= AIM OF THE EXERCISE =
Every record that follows must be duplicated exactly, with images left out.

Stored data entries
━━━━━━━━━━

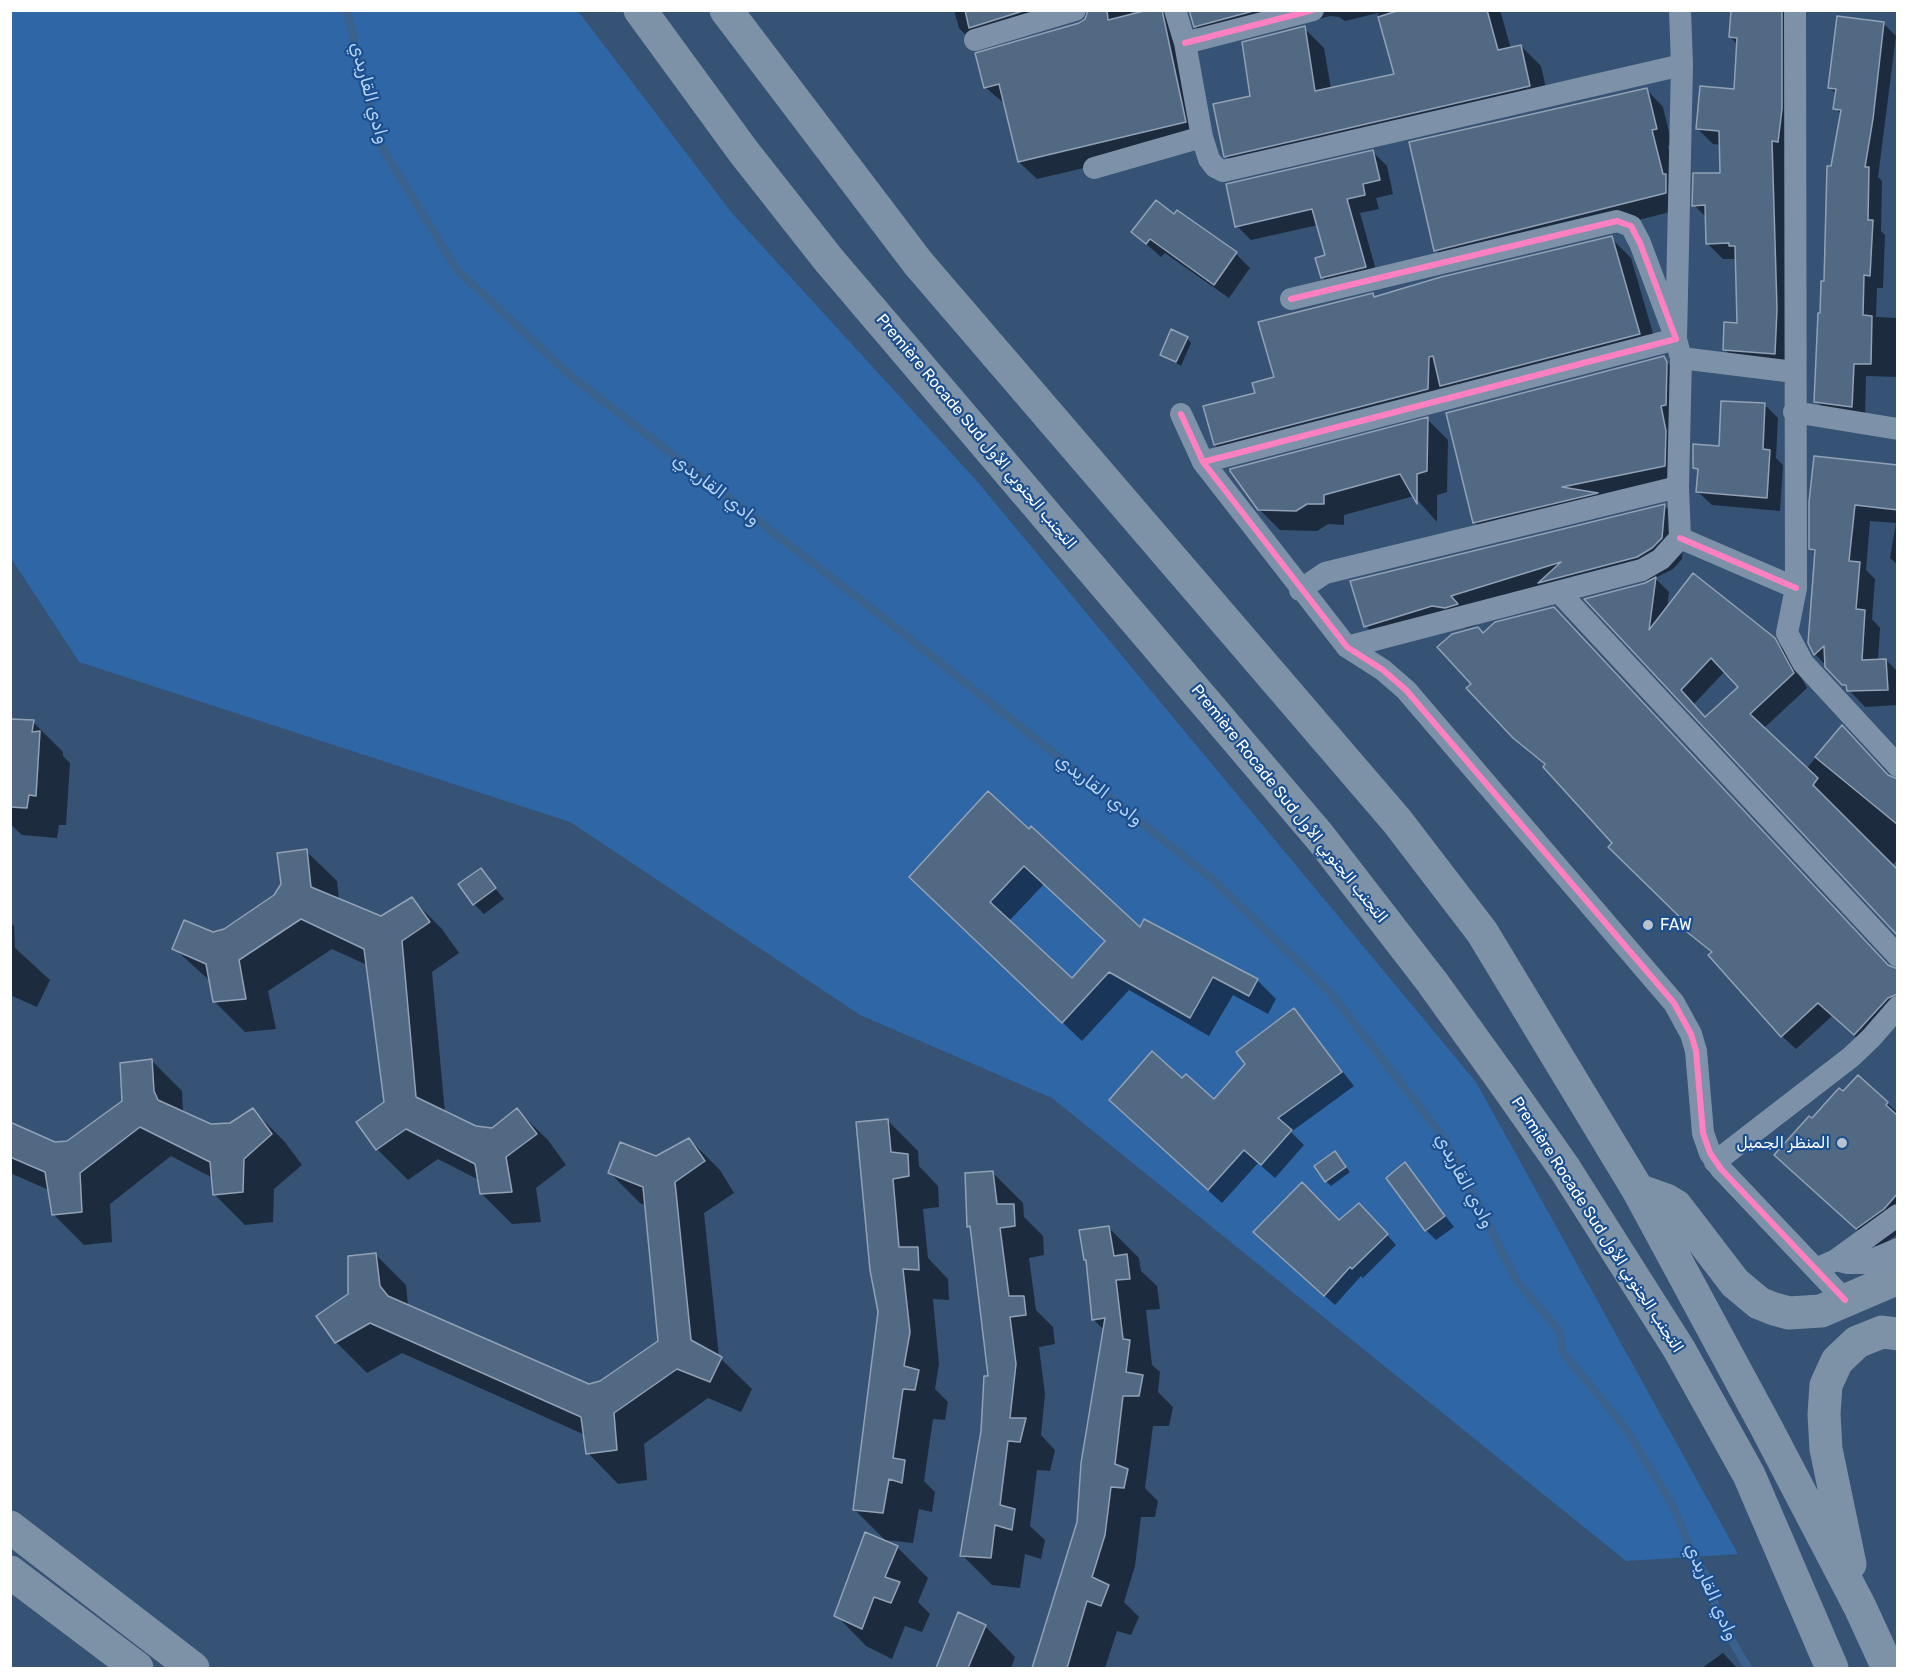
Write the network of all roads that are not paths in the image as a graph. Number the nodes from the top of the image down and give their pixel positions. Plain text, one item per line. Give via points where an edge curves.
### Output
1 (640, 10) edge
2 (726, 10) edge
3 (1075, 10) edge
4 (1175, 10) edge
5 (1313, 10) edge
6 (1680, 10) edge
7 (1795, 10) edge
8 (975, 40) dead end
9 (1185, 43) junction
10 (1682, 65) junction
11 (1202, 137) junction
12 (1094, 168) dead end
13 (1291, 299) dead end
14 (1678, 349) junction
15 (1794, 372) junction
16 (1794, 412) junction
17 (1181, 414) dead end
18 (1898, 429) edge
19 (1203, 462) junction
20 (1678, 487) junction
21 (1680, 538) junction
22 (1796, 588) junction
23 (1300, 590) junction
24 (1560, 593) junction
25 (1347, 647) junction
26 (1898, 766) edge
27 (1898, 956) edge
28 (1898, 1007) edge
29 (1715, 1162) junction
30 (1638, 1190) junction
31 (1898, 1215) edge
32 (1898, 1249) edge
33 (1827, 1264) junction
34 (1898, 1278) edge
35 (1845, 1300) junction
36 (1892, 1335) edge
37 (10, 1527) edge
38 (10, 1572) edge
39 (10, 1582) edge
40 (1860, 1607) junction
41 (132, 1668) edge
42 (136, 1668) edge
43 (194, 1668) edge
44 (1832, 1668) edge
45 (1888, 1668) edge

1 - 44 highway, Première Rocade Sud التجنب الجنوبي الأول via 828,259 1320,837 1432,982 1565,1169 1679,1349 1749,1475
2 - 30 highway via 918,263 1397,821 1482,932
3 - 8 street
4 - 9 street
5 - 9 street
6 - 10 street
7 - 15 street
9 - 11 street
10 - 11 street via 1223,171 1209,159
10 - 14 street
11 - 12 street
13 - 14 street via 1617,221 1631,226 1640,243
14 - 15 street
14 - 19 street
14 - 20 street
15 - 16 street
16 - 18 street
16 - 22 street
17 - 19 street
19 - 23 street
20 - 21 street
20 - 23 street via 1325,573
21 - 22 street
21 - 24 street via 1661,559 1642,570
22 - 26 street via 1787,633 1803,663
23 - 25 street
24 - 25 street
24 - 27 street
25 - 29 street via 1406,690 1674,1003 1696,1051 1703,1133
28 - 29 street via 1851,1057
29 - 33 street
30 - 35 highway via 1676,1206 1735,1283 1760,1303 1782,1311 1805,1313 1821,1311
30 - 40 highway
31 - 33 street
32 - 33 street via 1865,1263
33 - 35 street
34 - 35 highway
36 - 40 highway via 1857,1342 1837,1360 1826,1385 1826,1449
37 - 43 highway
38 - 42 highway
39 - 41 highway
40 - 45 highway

━━━━━━━━━━

= SOLUTION TO THIS EXERCISE =
Write the network of all roads that are not paths in the image as a graph. Number the nodes from the top of the image down and give their pixel positions. Plain text, one item per line. Give via points where an edge curves.
### Output
1 (640, 10) edge
2 (726, 10) edge
3 (1075, 10) edge
4 (1175, 10) edge
5 (1313, 10) edge
6 (1680, 10) edge
7 (1795, 10) edge
8 (975, 40) dead end
9 (1185, 43) junction
10 (1682, 65) junction
11 (1202, 137) junction
12 (1094, 168) dead end
13 (1291, 299) dead end
14 (1678, 349) junction
15 (1794, 372) junction
16 (1794, 412) junction
17 (1181, 414) dead end
18 (1898, 429) edge
19 (1203, 462) junction
20 (1678, 487) junction
21 (1680, 538) junction
22 (1796, 588) junction
23 (1300, 590) junction
24 (1560, 593) junction
25 (1347, 647) junction
26 (1898, 766) edge
27 (1898, 956) edge
28 (1898, 1007) edge
29 (1715, 1162) junction
30 (1638, 1190) junction
31 (1898, 1215) edge
32 (1898, 1249) edge
33 (1827, 1264) junction
34 (1898, 1278) edge
35 (1845, 1300) junction
36 (1892, 1335) edge
37 (10, 1527) edge
38 (10, 1572) edge
39 (10, 1582) edge
40 (1860, 1607) junction
41 (132, 1668) edge
42 (136, 1668) edge
43 (194, 1668) edge
44 (1832, 1668) edge
45 (1888, 1668) edge

1 - 44 highway, Première Rocade Sud التجنب الجنوبي الأول via 828,259 1320,837 1432,982 1565,1169 1679,1349 1749,1475
2 - 30 highway via 918,263 1397,821 1482,932
3 - 8 street
4 - 9 street
5 - 9 street
6 - 10 street
7 - 15 street
9 - 11 street
10 - 11 street via 1223,171 1209,159
10 - 14 street
11 - 12 street
13 - 14 street via 1617,221 1631,226 1640,243
14 - 15 street
14 - 19 street
14 - 20 street
15 - 16 street
16 - 18 street
16 - 22 street
17 - 19 street
19 - 23 street
20 - 21 street
20 - 23 street via 1325,573
21 - 22 street
21 - 24 street via 1661,559 1642,570
22 - 26 street via 1787,633 1803,663
23 - 25 street
24 - 25 street
24 - 27 street
25 - 29 street via 1406,690 1674,1003 1696,1051 1703,1133
28 - 29 street via 1851,1057
29 - 33 street
30 - 35 highway via 1676,1206 1735,1283 1760,1303 1782,1311 1805,1313 1821,1311
30 - 40 highway
31 - 33 street
32 - 33 street via 1865,1263
33 - 35 street
34 - 35 highway
36 - 40 highway via 1857,1342 1837,1360 1826,1385 1826,1449
37 - 43 highway
38 - 42 highway
39 - 41 highway
40 - 45 highway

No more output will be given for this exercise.